A avaliação padrão e precisa dos algoritmos da IA no manejo da dor permite a análise de conjuntos de dados em larga escala, o que permite a identificação de padrões que podem levar a conclusões importantes sobre os mecanismos da dor, fatores de risco e eficácia do tratamento. Além disso, a IA possui outras vantagens, como avaliação mais objetiva da dor e da eficácia terapêutica, economia de tempo, uma abordagem personalizada e detecção precoce para intervenção preventiva. No entanto, as considerações éticas podem limitar o uso desta tecnologia, visto que, à medida que a IA se integra nos serviços de saúde, é necessário garantir privacidade e segurança dos dados dos pacientes [7]. Nesse sentido, a Organização das Nações Unidas (OMS) destaca a importância de aplicar princípios éticos, para proteger a autonomia, promover bem-estar e promover a IA responsiva e sustentável [14]. Outra possível limitação é o risco de vieses associados aos algoritmos da IA, que podem gerar avaliações de dor imprecisas e tomadas de decisões erradas, sendo fundamental a inclusão de análises de potenciais erros e imprecisões.

 

A natureza complexa da dor é um dos maiores desafios para a terapêutica atual, visto que ela é subjetiva e influenciada por vários fatores não apenas físicos, mas também emocionais, psicológicos e culturais, além de perspectivas pessoais. Nesse contexto, a inteligência artificial representa uma abordagem potencialmente útil no manejo da dor, disponibilizando novas ferramentas para compressão da dor, diagnóstico, proposição de tratamentos e monitorização contínua, abrindo caminho para uma medicina personalizada e eficaz. Entretanto, é importante ressaltar que a IA é um campo em desenvolvimento, sendo os modelos continuamente aperfeiçoados para aprender a partir dos novos dados, a fim de melhorar sua precisão e desempenho, e aumentar a eficácia e a confiabilidade dos sistemas de avaliação da dor baseados em IA [1, 7]. Além disso, é fundamental a compreensão de que essa tecnologia deve ser utilizada como um complemento aos profissionais, e não como substituto, preservando o equilíbrio entre o homem e a máquina.

 

Referências:

[1] Zhang M, Zhu L, Lin SY, et al. Using artificial intelligence to improve pain assessment and pain management: a scoping review. J Am Med Inform Assoc. 2023;30(3):570-587. doi:10.1093/jamia/ocac23.
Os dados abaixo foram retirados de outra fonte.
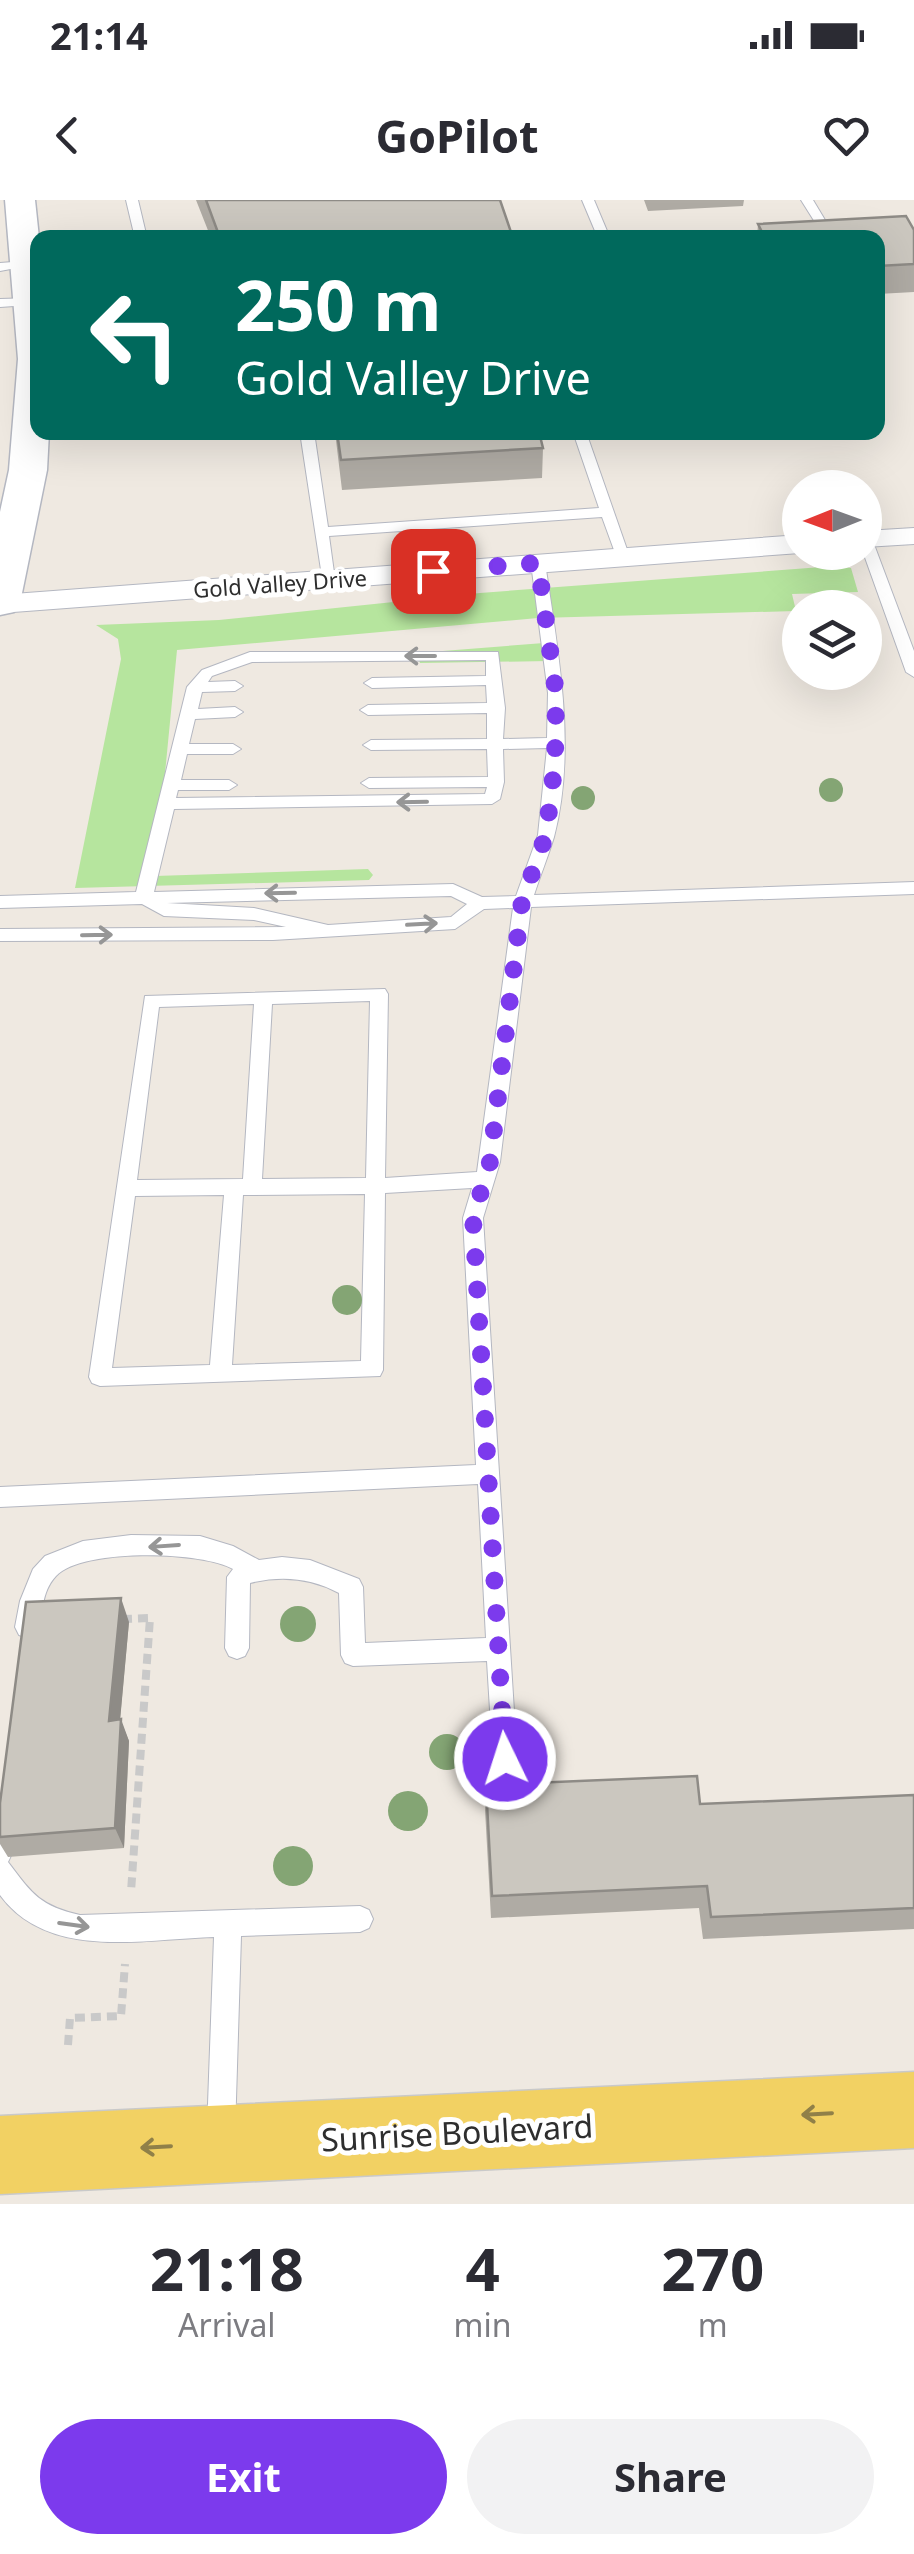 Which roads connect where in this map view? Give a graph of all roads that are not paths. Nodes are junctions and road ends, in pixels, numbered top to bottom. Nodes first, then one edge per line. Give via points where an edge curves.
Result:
1 (20, 200) edge
2 (132, 200) edge
3 (588, 200) edge
4 (807, 200) edge
5 (842, 229) edge
6 (139, 230) edge
7 (601, 230) edge
8 (825, 230) joint
9 (21, 299) edge
10 (30, 338) edge
11 (30, 438) edge
12 (309, 440) edge
13 (582, 440) edge
14 (607, 512) junction
15 (8, 528) edge
16 (321, 532) junction
17 (914, 536) edge
18 (882, 539) edge
19 (782, 545) edge
20 (623, 558) junction
21 (538, 563) junction
22 (880, 570) edge
23 (328, 580) junction
24 (1, 593) edge
25 (914, 672) edge
26 (494, 680) junction
27 (372, 683) dead end
28 (194, 686) junction
29 (235, 686) dead end
30 (497, 708) junction
31 (368, 710) dead end
32 (235, 712) dead end
33 (187, 714) junction
34 (495, 743) junction
35 (555, 743) junction
36 (371, 746) dead end
37 (233, 748) dead end
38 (180, 750) junction
39 (496, 782) junction
40 (369, 783) dead end
41 (229, 784) dead end
42 (170, 785) junction
43 (165, 804) junction
44 (914, 888) edge
45 (144, 898) junction
46 (522, 901) junction
47 (0, 902) edge
48 (480, 903) junction
49 (326, 930) junction
50 (0, 935) edge
51 (264, 999) junction
52 (485, 1179) junction
53 (376, 1186) junction
54 (126, 1188) junction
55 (243, 1188) junction
56 (220, 1374) junction
57 (487, 1474) junction
58 (0, 1498) edge
59 (256, 1570) junction
60 (237, 1648) dead end
61 (498, 1649) junction
62 (23, 1660) edge
63 (505, 1759) dead end
64 (7, 1795) edge
65 (0, 1853) edge
66 (0, 1872) edge
67 (360, 1919) dead end
68 (228, 1924) junction
69 (914, 2110) edge
70 (221, 2144) junction
71 (0, 2155) edge

1 - 9 main road
2 - 6 lane
3 - 7 lane
4 - 8 lane
5 - 8 lane
9 - 10 main road
11 - 15 main road via 28,470
12 - 16 lane
13 - 14 lane
14 - 16 lane
14 - 20 lane
15 - 24 main road
16 - 23 lane
17 - 18 street
19 - 20 street, Gold Valley Drive
20 - 21 street, Gold Valley Drive
21 - 23 street, Gold Valley Drive
21 - 35 lane via 556,693
22 - 25 lane via 898,608
23 - 24 street, Gold Valley Drive
26 - 27 lane
26 -> 28 lane via 493,655 250,657 207,673
26 - 30 lane
28 - 29 lane
28 - 33 lane
30 - 31 lane
30 - 34 lane
32 - 33 lane
33 - 38 lane
34 - 35 lane
34 - 36 lane
34 - 39 lane
35 - 46 lane via 546,835
37 - 38 lane
38 - 42 lane
39 - 40 lane
39 -> 43 lane via 492,798
41 - 42 lane
42 - 43 lane
43 - 45 lane
44 - 46 lane
45 - 47 lane
48 -> 45 lane via 453,890
45 - 49 lane via 164,910 254,914
46 - 48 lane
46 - 52 lane
49 -> 48 lane via 455,922
50 -> 49 lane
51 - 53 lane via 379,994
51 - 54 lane via 151,1001
51 - 55 lane
52 - 53 lane
52 - 57 lane via 473,1218
53 - 55 lane
53 - 56 lane via 372,1370
54 - 55 lane
54 - 56 lane via 100,1378
55 - 56 lane
57 - 58 lane
57 - 61 lane
59 - 60 lane via 240,1578
59 - 61 lane via 307,1569 351,1587 353,1655
59 -> 62 lane via 193,1544 71,1553 36,1585
61 - 63 lane
64 - 65 lane
66 -> 68 lane via 18,1901 42,1920 80,1928
67 - 68 lane
68 - 70 lane
69 -> 70 main road, Sunrise Boulevard
70 -> 71 main road, Sunrise Boulevard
[2] Matsangidou M, Liampas A, Pittara M, Pattichi CS, Zis P. Machine Learning in Pain Medicine: An Up-To-Date Systematic Review. Pain Ther. 2021;10(2):1067-1084. doi:10.1007/s40122-021-00324-2.

[3] Myszczynska MA, Ojamies PN, Lacoste AMB, et al. Applications of machine learning to diagnosis and treatment of neurodegenerative diseases. Nat Rev Neurol. 2020;16(8):440-456. doi:10.1038/s41582-020-0377-8.

[4] Breivik H, Collett B, Ventafridda V, Cohen R, Gallacher D. Survey of chronic pain in Europe: prevalence, impact on daily life, and treatment. Eur J Pain. 2006;10(4):287-333. doi:10.1016/j.ejpain.2005.06.009.

[5] Van Hecke O, Austin SK, Khan RA, Smith BH, Torrance N. Neuropathic pain in the general population: a systematic review of epidemiological studies [published correction appears in Pain. 2014 Sep;155(9):1907]. Pain. 2014;155(4):654-662. doi:10.1016/j.pain.2013.11.013.

[6] Attal N. Pharmacological treatments of neuropathic pain: The latest recommendations. Rev Neurol (Paris). 2019;175(1-2):46-50. doi:10.1016/j.neurol.2018.08.005.

[7] El-Tallawy SN, Pergolizzi JV, Vasiliu-Feltes I, et al. Incorporation of "Artificial Intelligence" for Objective Pain Assessment: A Comprehensive Review. Pain Ther. 2024;13(3):293-317. doi:10.1007/s40122-024-00584-8.

[8] Opris I, Noga BR, Lebedev MA, Casanova MF. Modern approaches to augmenting the brain functions. In: Contemporary Clinical Neuroscience. Springer International. 2021;57-89. doi:10.1007/978-3-030-54564-2_4.

[9] Bhidayasiri R. The grand challenge at the frontiers of neurotechnology and its emerging clinical applications. Front Neurol. 2024;15:1314477. Published 2024 Jan 17. doi:10.3389/fneur.2024.1314477.

[10] PAINCHEK. PainChek® Universal. Disponível em: https://www.painchek.com/. Acesso em: 02 set. 2024.

[11] Sandal LF, Bach K, Øverås CK, et al. Effectiveness of App-Delivered, Tailored Self-management Support for Adults With Lower Back Pain-Related Disability: A selfBACK Randomized Clinical Trial. JAMA Intern Med. 2021;181(10):1288-1296. doi:10.1001/jamainternmed.2021.4097.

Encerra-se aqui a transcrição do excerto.